Pitchfork
75
Brian Esser—the songwriter behind the synth-pop act Cabo Boing—seems fascinated with clowns. Aside from the announcement of Blob on a Grid, his debut full-length under the moniker after years playing in the synth-based bands Yip-Yip and Moon Jelly, his Tumblr page is mostly dedicated to the constantly grinning jesters. They beckon menacingly, floating in bodies of water; they show off arcade cabinets to small children; they play the saxophone; or they sit—in ceramic bust form—next to half-consumed jugs of milk. The archive as a whole is surreal, whimsical, and unsettling—a shrine that imagines the clowns as mythical figures from a Jodorowskyan nightmare.
It’s upsetting to say the least. But it’s also a strangely fitting accompaniment for the absurdist electronic music he’s made over the last couple of years as Cabo Boing—and especially the joy-buzzer beats that make up Blob on a Grid. He stuffs 12 tracks in just under 20 minutes, demonstrating a knack for slapstick comedy, garish colors, and even a few funny voices. These hallmarks of the art of clowning have turned the makeup-coated fools into figures of both wordless joy and unspeakable terror in the collective unconscious.
The pranks start from the opening moments of the tape’s first track “Asleep in the Saddle,” which layers several interlocking synth lines in a woozy pattern as sickening as a carousel on a cruise ship. Esser pitch-shifts a human voice into a goofy monstrosity and sings self-assured platitudes like “progress comes from within” and “subdue yourself and return to what is right.” The emotional effect is something like a group of oompa loompas covering OMD or the Residents leading a self-help seminar, which is to say that it’s both hilarious and horrifying.
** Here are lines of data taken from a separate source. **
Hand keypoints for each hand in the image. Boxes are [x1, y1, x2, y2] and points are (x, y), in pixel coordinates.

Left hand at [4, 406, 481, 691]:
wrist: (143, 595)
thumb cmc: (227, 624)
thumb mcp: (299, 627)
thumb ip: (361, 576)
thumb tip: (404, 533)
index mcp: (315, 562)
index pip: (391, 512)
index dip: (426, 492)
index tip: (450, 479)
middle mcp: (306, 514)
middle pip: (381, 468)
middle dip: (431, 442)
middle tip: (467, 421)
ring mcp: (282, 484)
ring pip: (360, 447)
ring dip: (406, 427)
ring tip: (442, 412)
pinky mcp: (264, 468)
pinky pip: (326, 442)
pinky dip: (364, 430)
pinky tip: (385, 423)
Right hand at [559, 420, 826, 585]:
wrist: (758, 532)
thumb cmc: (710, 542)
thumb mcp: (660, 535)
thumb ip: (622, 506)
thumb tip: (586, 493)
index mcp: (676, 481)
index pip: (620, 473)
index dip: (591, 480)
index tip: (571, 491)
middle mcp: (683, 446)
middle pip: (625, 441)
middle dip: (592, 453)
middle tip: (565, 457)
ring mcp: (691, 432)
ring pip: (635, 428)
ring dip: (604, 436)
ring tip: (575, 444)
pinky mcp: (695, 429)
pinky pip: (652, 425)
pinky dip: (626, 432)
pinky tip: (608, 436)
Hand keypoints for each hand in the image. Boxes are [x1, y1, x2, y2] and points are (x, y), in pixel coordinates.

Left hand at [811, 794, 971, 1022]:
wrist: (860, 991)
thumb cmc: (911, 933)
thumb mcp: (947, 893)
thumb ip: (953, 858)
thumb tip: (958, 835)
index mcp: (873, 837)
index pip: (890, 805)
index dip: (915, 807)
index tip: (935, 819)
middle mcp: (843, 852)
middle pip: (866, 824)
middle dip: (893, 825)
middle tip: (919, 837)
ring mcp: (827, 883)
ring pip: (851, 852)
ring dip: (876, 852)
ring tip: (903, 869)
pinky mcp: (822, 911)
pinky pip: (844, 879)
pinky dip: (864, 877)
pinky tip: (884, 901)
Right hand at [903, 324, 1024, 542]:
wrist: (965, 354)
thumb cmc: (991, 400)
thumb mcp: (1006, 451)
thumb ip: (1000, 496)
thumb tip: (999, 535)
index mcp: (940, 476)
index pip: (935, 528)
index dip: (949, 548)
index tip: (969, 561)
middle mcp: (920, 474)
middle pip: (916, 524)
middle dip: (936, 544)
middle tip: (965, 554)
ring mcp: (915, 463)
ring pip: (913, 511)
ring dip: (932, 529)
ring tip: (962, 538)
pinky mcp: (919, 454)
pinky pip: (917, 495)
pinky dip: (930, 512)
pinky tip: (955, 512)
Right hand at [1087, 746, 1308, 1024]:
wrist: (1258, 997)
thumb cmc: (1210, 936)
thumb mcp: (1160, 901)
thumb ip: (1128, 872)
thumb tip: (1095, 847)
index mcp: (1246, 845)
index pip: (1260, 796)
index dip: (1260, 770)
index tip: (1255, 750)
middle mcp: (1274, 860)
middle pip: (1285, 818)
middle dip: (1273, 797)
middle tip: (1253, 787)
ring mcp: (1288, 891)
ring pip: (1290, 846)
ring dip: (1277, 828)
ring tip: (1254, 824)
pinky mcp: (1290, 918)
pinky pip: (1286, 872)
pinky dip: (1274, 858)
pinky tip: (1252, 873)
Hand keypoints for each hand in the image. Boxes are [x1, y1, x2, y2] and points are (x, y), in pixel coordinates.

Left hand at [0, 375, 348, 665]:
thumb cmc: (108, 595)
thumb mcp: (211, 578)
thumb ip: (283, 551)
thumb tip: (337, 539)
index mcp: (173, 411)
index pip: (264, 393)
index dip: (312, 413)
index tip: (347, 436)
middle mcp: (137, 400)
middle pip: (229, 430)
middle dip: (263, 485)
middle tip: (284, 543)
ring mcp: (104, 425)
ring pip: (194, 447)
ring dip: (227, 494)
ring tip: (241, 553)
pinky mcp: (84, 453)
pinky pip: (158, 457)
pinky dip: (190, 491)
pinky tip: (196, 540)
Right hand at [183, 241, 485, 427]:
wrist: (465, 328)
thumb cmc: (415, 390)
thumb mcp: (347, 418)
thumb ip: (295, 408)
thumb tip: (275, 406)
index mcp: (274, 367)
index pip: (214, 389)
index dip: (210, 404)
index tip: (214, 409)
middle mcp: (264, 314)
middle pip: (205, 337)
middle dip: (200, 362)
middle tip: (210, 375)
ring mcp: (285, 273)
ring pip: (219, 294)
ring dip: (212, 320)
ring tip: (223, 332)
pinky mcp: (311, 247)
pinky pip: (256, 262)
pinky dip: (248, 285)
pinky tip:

That track, as well as a few of the album’s other longer tracks—like the neon vomit of the title track and “Nitwit of Gizmo”—show Esser’s predilection for writing pop songs in a long tradition of synth-toting goofballs. Like Mark Mothersbaugh’s electro-contortions or Animal Collective’s Sung Tongs-era surrealism or any of his many labelmates on the New York cassette imprint Haord, he has a keen ability to make music that’s both parasitically catchy and wholly unfamiliar.
But Esser isn’t content to just write singles, however ridiculous they may be. A large portion of the album’s tracklist is dedicated to stuff like the 45-second long “Elevator Pitch.” Its wheedling synth line wheels around erratically, like a unicycle on freshly buffed linoleum, before careening into the next song. Just as you start nodding your head to “Blob on a Grid,” Esser emerges with with the saccharine vocal tics and splattering percussion of “What Am I Bid”—a pie in the face as a punctuation mark.
Down to its title—and even the onomatopoetic prank of Esser’s moniker itself, which sounds something like an unfurling spring when you say it out loud—Blob on a Grid is an unrelenting collection of high-energy jokes. The way the intentionally gaudy synth lines fold into each other like a junkyard quiltwork can almost feel exhausting. But just when a song such as “Nitwit of Gizmo” begins to feel like a carnival ride gone on too long, Esser wisely cuts to another goofy composition. It’s proof in action that the difference between a good and a bad joke is… timing.